The study focuses on inference in a data‑driven, object‑based model of multichannel audio, where convolutive mixtures are approximated as linear instantaneous mixing in the STFT domain and each source is modeled using nonnegative matrix factorization with an Itakura‑Saito divergence‑based Gaussian statistical model. The authors aim to estimate mixing and source parameters in this model using two distinct approaches. They employ an expectation‑maximization algorithm that maximizes the exact joint likelihood and a multiplicative‑update scheme that maximizes the sum of individual channel likelihoods, applying both to stereo source separation across blind/supervised, music/speech, synthetic and real recordings. The EM approach achieves competitive performance on two SiSEC 2008 tasks, matching state‑of‑the‑art results.

Abstract

We consider inference in a general data-driven object-based model of multichannel audio data, assumed generated as a possibly underdetermined convolutive mixture of source signals. We work in the short-time Fourier transform (STFT) domain, where convolution is routinely approximated as linear instantaneous mixing in each frequency band. Each source STFT is given a model inspired from nonnegative matrix factorization (NMF) with the Itakura-Saito divergence, which underlies a statistical model of superimposed Gaussian components. We address estimation of the mixing and source parameters using two methods. The first one consists of maximizing the exact joint likelihood of the multichannel data using an expectation-maximization (EM) algorithm. The second method consists of maximizing the sum of individual likelihoods of all channels using a multiplicative update algorithm inspired from NMF methodology.
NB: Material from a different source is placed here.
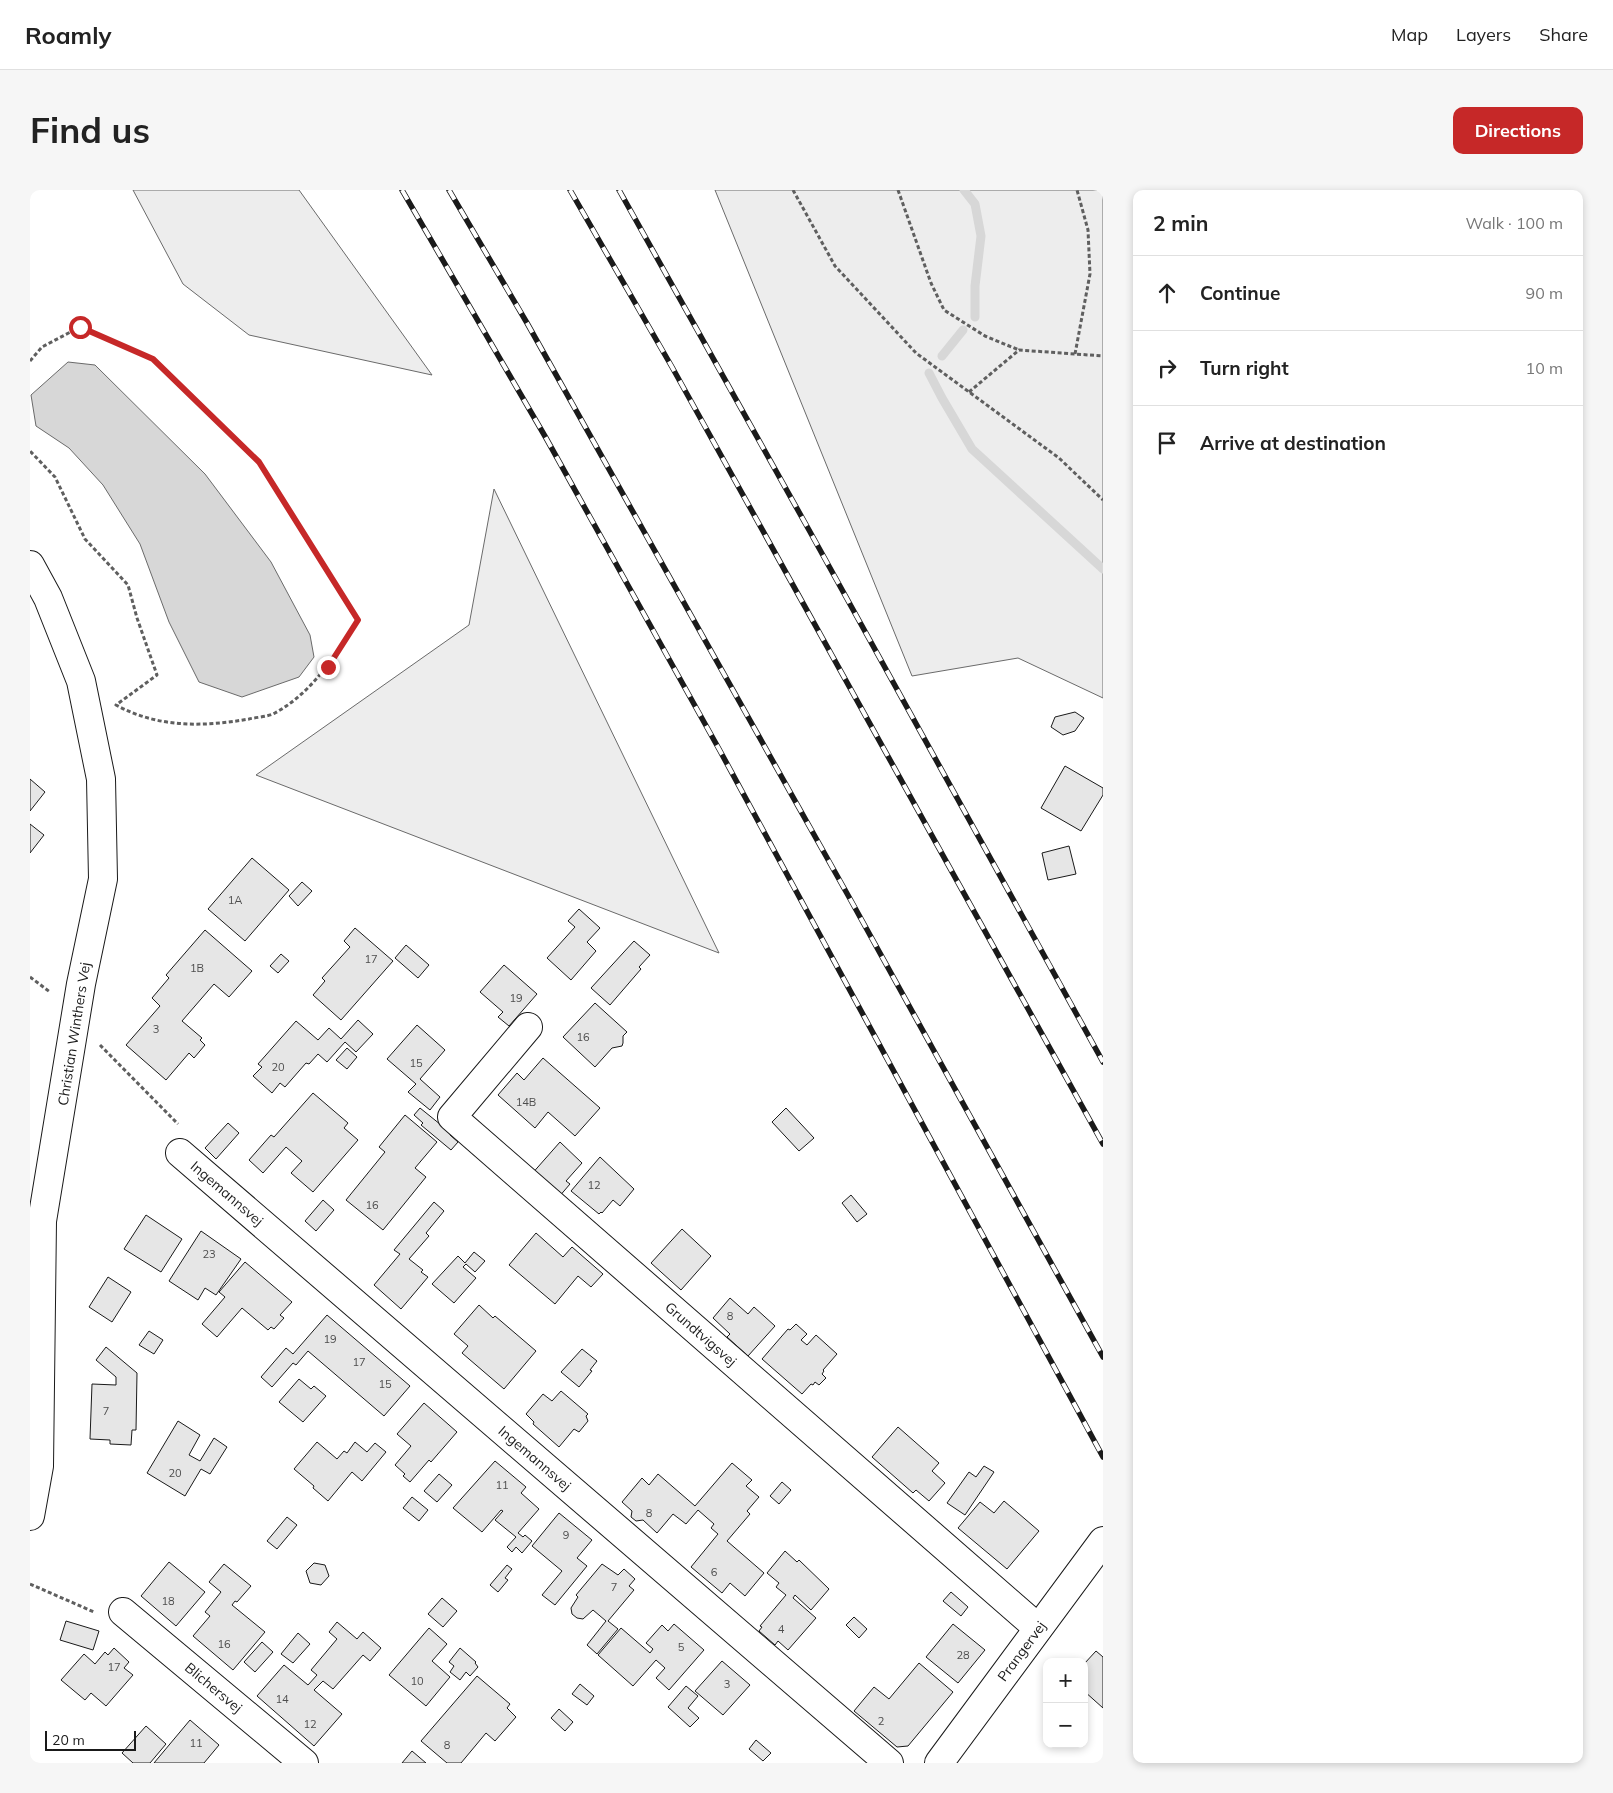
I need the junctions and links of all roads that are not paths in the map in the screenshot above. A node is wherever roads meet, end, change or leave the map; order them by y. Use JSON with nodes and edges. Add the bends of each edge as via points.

Our decomposition algorithms are applied to stereo audio source separation in various settings, covering blind and supervised separation, music and speech sources, synthetic instantaneous and convolutive mixtures, as well as professionally produced music recordings. Our EM method produces competitive results with respect to state-of-the-art as illustrated on two tasks from the international Signal Separation Evaluation Campaign (SiSEC 2008).